Doing this gives me a consistent taste. Mind that a naked portafilter helps quite a lot with consistent taste, since a temperature difference in a normal portafilter might influence the taste as well (if it was quite cold, my espresso would taste very sour)


----------



## fatboyslim (Sep 29, 2011)

Clearly a very experienced Gaggiaist









Thanks for those tips. I'll try them out.

What about if you are making two flat whites using double shots?

Would you make 2 doubles (one after another) then steam the milk for 2 flat whites at once?


----------



## jimbow (Oct 13, 2011)

If you want to overfill the boiler I remember reading that this is possible by running hot water through the steam wand. The steam pipe is further up the boiler than the brew water outlet so selecting the steam function, opening the steam wand and running the pump will allow more water to fill the boiler.
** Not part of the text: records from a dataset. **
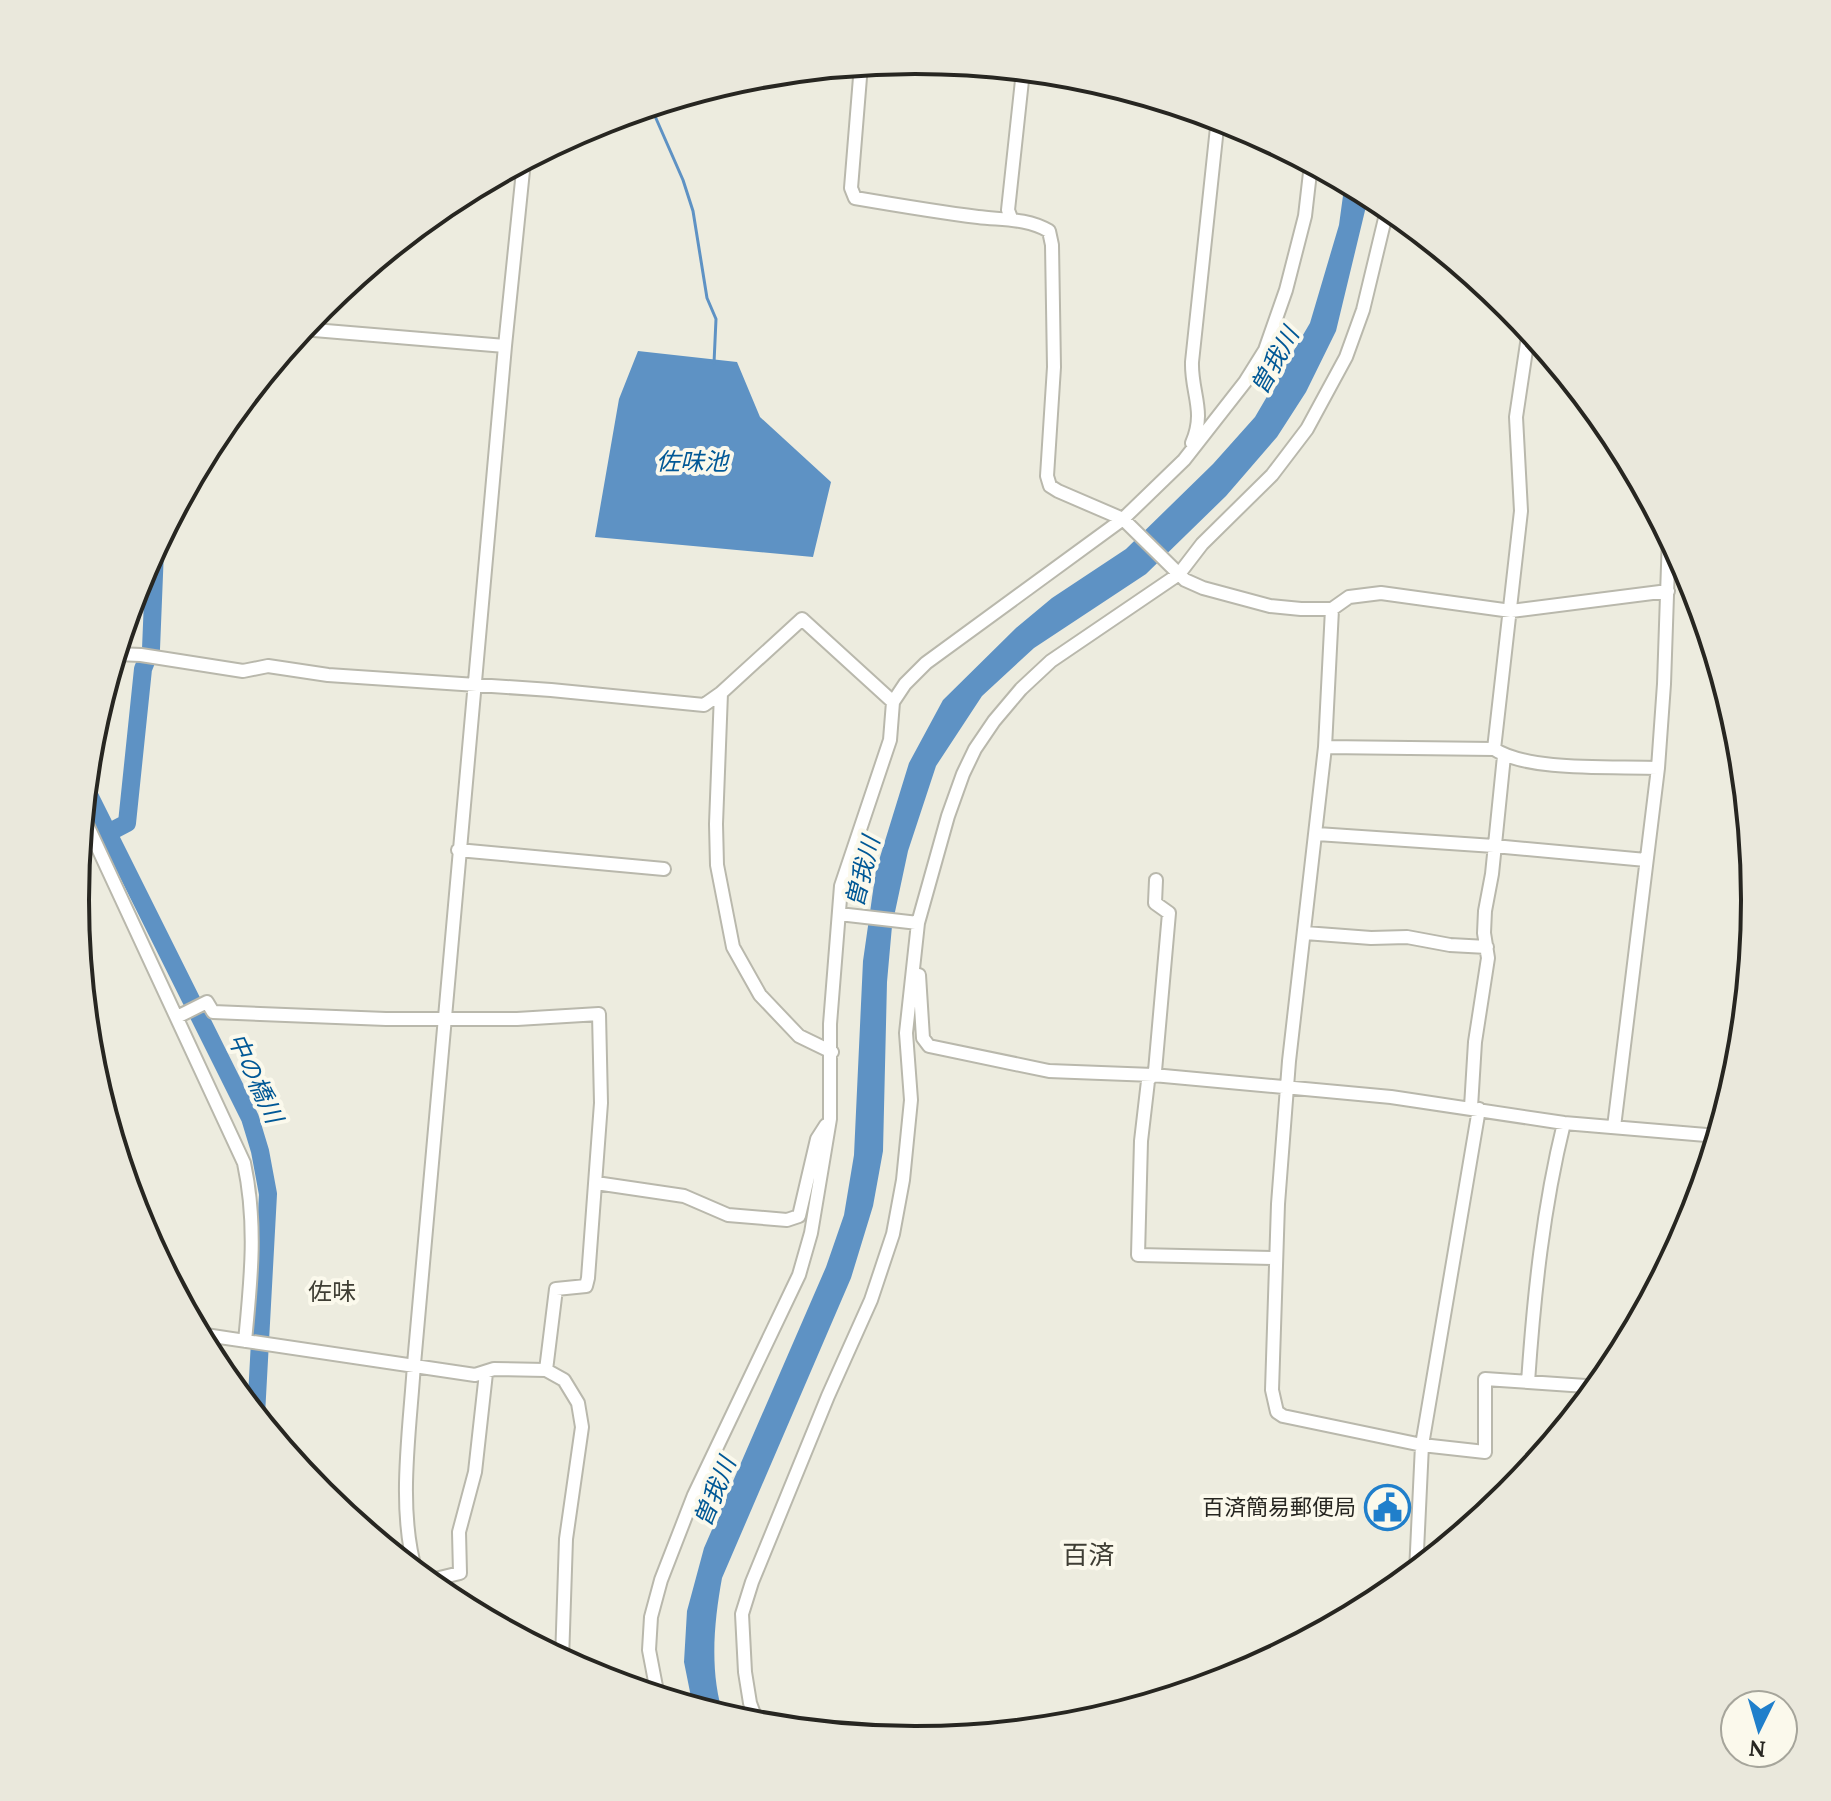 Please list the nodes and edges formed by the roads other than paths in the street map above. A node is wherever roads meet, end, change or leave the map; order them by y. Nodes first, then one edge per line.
1 (860, 76) edge
2 (1022, 81) edge
3 (1217, 131) edge
4 (523, 174) edge
5 (1310, 175) edge
6 (1011, 218) junction
7 (1385, 220) edge
8 (318, 330) edge
9 (1527, 345) edge
10 (505, 346) junction
11 (1184, 460) junction
12 (1125, 520) junction
13 (1669, 561) edge
14 (1175, 571) junction
15 (1668, 591) junction
16 (1332, 609) junction
17 (1511, 611) junction
18 (127, 654) edge
19 (473, 685) junction
20 (721, 693) junction
21 (893, 702) junction
22 (1325, 747) junction
23 (1499, 752) junction
24 (1658, 768) junction
25 (1317, 834) junction
26 (92, 835) edge
27 (1494, 846) junction
28 (458, 850) junction
29 (1646, 860) junction
30 (664, 869) dead end
31 (1156, 880) dead end
32 (843, 914) junction
33 (915, 922) junction
34 (1305, 933) junction
35 (1487, 947) junction
36 (917, 948) junction
37 (178, 1016) junction
38 (443, 1018) junction
39 (832, 1052) junction
40 (1153, 1075) junction
41 (1287, 1089) junction
42 (1475, 1108) junction
43 (830, 1119) junction
44 (1564, 1123) junction
45 (1614, 1127) junction
46 (1708, 1135) edge
47 (596, 1183) junction
48 (1275, 1258) junction
49 (214, 1336) edge
50 (245, 1341) junction
51 (414, 1364) junction
52 (546, 1370) junction
53 (486, 1373) junction
54 (1528, 1382) junction
55 (1584, 1386) edge
56 (1422, 1445) junction
57 (411, 1555) edge
58 (1417, 1558) edge
59 (442, 1577) edge
60 (562, 1648) edge
61 (655, 1684) edge
62 (753, 1711) edge

1 - 6 street
2 - 6 street
3 - 11 street
4 - 10 street
5 - 11 street
6 - 12 street
7 - 14 street
8 - 10 street
9 - 17 street
10 - 19 street
11 - 12 street
12 - 14 street
12 - 21 street
13 - 15 street
14 - 16 street
14 - 33 street
15 - 17 street
15 - 24 street
16 - 17 street
16 - 22 street
17 - 23 street
18 - 19 street
19 - 20 street
19 - 28 street
20 - 21 street
20 - 39 street
21 - 32 street
22 - 23 street
22 - 25 street
23 - 24 street
23 - 27 street
24 - 29 street
25 - 27 street
25 - 34 street
26 - 37 street
27 - 29 street
27 - 35 street
28 - 30 street
28 - 38 street
29 - 45 street
31 - 40 street
32 - 33 street
32 - 39 street
33 - 36 street
34 - 35 street
34 - 41 street
35 - 42 street
36 - 40 street
36 - 62 street
37 - 38 street
37 - 50 street
38 - 47 street
38 - 51 street
39 - 43 street
40 - 41 street
40 - 48 street
41 - 42 street
41 - 48 street
42 - 44 street
42 - 56 street
43 - 47 street
43 - 61 street
44 - 45 street
44 - 54 street
45 - 46 street
47 - 52 street
48 - 56 street
49 - 50 street
50 - 51 street
51 - 53 street
51 - 57 street
52 - 53 street
52 - 60 street
53 - 59 street
54 - 55 street
54 - 56 street
56 - 58 street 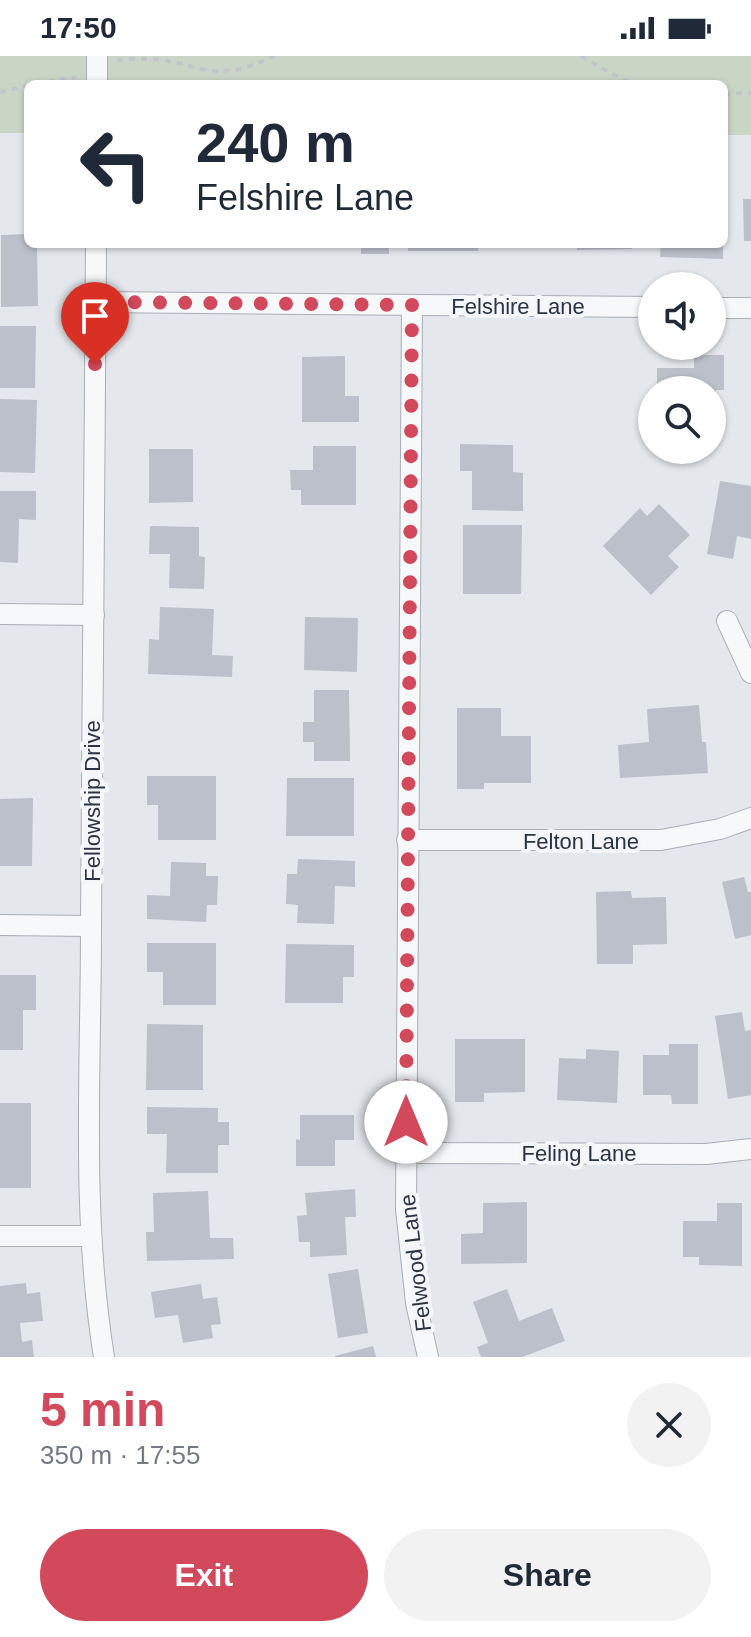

I think this is one of the reasons that the Gaggia descaling instructions specify running the solution mostly through the steam wand - to overfill the boiler so that the scaling solution comes above the scale line (where the water line normally is) within the boiler.

To be honest though I am not sure whether this would be much use for the purposes of temperature stability within the shot. The Gaggia's boiler design means that fresh, cold water enters the boiler at the bottom and as it is heated, rises to the top where it exits to the group head or the steam wand. If the boiler was overfilled, then the hottest water would probably be above the outlet to the group head.

I used to run about 3 flOz through the group head or enough water to make the thermostat kick in (whichever happened sooner). Then, once the boiler was up to temperature, and the temperature ready light switched on, I would wait a further few seconds for the water to reach temperature (the thermostat is on the outside of the boiler).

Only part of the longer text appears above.